Accessing ETFs can help protect your investment portfolio in times of heightened economic and political risks. They can allow you to amplify returns from indices and make your money work harder, particularly with the passive market so saturated in an environment of low-interest rates.
ETFs offers the following advantages, including:
- Easy diversification and exposure to entire markets, countries and regions
- Cost-effective, as it takes only one transaction to trade a fully diversified index
- Like individual stocks, they can be traded via gearing facilities, including margin loans and contracts for difference
- They aim to disclose their holdings regularly, so investors can see exactly what their positions are at any given time
- They offer targeted trading, providing exposure to specific portfolios and investment preferences
While it’s also important to understand the following risks:
- Depending on the type of ETF traded, special consideration will need to be taken in regard to taxation, as some ETFs will not carry the same tax efficiencies that others.

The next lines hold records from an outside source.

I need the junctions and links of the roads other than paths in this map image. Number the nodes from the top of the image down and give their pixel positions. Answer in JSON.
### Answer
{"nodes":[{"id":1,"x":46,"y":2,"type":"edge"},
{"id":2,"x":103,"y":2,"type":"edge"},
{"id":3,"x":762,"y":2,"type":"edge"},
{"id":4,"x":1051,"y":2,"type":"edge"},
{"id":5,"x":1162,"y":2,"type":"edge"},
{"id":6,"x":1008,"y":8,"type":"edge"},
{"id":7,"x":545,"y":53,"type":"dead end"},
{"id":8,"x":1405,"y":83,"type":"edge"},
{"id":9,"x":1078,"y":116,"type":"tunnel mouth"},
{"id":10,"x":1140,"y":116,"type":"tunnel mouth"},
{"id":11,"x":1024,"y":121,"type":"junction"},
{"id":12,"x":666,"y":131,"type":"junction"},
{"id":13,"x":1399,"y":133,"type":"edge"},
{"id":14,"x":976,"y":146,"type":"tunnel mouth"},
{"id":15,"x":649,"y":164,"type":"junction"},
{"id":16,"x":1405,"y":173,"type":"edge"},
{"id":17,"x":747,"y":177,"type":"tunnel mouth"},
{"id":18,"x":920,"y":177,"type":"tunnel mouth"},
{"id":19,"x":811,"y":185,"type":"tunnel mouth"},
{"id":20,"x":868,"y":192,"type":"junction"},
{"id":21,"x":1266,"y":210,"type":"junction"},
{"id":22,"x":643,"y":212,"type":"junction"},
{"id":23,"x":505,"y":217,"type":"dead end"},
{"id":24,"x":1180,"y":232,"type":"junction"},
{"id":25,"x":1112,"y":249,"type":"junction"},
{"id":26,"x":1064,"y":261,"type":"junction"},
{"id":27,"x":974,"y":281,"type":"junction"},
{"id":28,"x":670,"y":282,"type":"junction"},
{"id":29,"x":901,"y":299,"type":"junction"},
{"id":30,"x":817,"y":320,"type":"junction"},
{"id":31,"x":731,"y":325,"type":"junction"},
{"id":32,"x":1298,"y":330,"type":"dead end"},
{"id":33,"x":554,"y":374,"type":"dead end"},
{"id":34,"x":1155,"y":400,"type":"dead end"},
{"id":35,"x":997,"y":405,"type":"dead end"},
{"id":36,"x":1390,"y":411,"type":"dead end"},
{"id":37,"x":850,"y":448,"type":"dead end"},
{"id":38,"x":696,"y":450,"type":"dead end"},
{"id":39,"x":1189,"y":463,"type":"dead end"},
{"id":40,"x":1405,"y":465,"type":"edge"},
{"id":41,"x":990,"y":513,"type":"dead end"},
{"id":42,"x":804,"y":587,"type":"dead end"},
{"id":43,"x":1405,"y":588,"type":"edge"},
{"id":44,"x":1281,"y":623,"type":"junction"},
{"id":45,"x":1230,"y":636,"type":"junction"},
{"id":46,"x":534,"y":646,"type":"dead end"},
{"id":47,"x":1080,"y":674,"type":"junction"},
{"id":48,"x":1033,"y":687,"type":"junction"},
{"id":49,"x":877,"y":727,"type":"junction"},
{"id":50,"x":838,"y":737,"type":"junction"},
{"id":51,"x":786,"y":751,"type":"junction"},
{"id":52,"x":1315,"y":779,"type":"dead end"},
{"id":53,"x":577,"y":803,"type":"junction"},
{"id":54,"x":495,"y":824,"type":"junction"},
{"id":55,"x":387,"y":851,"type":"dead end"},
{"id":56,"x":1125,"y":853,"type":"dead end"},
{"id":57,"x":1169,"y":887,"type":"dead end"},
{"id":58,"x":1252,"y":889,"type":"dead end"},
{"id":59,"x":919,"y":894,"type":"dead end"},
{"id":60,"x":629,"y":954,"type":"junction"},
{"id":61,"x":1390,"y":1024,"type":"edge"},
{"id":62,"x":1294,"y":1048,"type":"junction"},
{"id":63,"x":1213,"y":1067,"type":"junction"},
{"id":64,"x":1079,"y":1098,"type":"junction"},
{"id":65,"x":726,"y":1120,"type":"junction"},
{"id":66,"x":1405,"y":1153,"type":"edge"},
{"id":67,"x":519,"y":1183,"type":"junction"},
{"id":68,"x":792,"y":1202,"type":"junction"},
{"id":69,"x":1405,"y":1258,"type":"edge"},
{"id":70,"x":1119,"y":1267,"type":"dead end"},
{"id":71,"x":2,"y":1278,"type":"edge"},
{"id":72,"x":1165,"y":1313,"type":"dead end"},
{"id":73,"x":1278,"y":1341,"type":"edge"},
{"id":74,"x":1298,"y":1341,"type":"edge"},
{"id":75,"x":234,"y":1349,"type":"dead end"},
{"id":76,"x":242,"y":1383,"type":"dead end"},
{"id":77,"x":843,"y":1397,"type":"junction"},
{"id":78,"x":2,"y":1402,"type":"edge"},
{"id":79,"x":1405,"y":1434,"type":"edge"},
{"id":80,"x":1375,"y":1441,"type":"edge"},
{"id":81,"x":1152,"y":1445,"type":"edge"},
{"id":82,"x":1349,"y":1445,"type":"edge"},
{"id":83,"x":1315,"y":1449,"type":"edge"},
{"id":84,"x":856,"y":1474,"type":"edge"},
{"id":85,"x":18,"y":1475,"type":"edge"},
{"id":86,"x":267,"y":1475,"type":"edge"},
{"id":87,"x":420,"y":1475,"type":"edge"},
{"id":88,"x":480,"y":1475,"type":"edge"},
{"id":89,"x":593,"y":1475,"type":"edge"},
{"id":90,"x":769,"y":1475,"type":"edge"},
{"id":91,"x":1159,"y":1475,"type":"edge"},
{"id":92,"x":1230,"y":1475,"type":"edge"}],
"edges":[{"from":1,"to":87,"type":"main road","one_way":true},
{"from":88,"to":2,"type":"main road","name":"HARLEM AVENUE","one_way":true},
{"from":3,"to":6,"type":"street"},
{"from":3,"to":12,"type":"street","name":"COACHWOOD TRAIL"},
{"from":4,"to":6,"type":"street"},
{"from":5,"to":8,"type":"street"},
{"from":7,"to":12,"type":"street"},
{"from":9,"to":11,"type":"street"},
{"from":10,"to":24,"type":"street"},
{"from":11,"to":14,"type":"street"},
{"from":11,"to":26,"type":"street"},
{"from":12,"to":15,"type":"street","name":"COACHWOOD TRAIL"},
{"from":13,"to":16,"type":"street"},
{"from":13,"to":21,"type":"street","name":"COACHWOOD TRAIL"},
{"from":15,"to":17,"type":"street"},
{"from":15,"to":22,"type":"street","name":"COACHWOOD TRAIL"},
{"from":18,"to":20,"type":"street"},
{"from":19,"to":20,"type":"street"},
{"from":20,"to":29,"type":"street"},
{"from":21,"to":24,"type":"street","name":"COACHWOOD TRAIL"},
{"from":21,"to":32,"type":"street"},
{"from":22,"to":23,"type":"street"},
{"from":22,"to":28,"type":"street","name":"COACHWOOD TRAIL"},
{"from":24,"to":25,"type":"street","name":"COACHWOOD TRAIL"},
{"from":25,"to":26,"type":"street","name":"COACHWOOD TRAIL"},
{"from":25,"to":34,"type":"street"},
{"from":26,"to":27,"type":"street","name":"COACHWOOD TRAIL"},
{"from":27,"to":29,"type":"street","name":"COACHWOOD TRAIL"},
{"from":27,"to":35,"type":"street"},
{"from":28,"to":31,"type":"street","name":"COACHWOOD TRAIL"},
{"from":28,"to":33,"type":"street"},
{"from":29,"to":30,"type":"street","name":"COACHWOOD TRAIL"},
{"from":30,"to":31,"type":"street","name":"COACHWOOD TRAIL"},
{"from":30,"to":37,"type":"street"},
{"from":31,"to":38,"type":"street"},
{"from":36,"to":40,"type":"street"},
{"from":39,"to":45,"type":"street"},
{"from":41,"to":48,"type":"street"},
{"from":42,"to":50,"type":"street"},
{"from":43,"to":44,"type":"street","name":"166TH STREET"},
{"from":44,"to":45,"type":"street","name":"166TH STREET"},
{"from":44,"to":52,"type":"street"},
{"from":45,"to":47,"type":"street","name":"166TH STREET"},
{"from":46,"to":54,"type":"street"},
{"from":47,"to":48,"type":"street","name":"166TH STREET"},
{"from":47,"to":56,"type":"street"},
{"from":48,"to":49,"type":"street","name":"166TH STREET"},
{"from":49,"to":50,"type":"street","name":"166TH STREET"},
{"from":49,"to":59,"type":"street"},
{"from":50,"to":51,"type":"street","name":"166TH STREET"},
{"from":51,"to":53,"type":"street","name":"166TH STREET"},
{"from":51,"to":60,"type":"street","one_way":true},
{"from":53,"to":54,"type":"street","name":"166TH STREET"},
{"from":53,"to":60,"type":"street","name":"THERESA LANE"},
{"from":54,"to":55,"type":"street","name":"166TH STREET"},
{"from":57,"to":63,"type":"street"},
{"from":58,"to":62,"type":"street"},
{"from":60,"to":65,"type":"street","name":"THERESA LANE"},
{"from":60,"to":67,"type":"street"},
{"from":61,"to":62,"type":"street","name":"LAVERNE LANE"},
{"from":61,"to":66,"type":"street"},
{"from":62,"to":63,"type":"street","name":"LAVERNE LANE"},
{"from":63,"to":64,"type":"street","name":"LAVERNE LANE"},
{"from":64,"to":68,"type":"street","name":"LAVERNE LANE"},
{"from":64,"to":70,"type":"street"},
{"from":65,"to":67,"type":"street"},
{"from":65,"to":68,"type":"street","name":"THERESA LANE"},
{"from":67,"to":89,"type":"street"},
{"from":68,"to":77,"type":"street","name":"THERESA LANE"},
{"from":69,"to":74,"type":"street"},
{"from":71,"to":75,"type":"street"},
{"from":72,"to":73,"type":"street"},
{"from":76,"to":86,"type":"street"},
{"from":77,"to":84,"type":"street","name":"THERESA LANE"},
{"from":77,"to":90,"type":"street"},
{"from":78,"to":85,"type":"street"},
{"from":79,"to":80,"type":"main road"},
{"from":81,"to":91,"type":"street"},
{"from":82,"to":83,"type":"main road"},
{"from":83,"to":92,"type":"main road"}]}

Tax treatment depends on individual circumstances and can change or may differ in a jurisdiction other than the UK.
- Investing in ETFs can lead an individual to shift from being an investor to becoming an active trader, which can add cost as well as liquidity risk while also being very hard to do successfully.
- While ETFs allow for exposure to different markets, countries and regions, this can also act to increase the overall riskiness of a portfolio.
- The ease with which ETFs can be traded can sometimes lead individuals to overlook the fact that their portfolio is becoming riskier.
Leveraged ETFs are complex financial instruments that carry significant risks. Certain leveraged ETF's are only considered appropriate for experienced traders.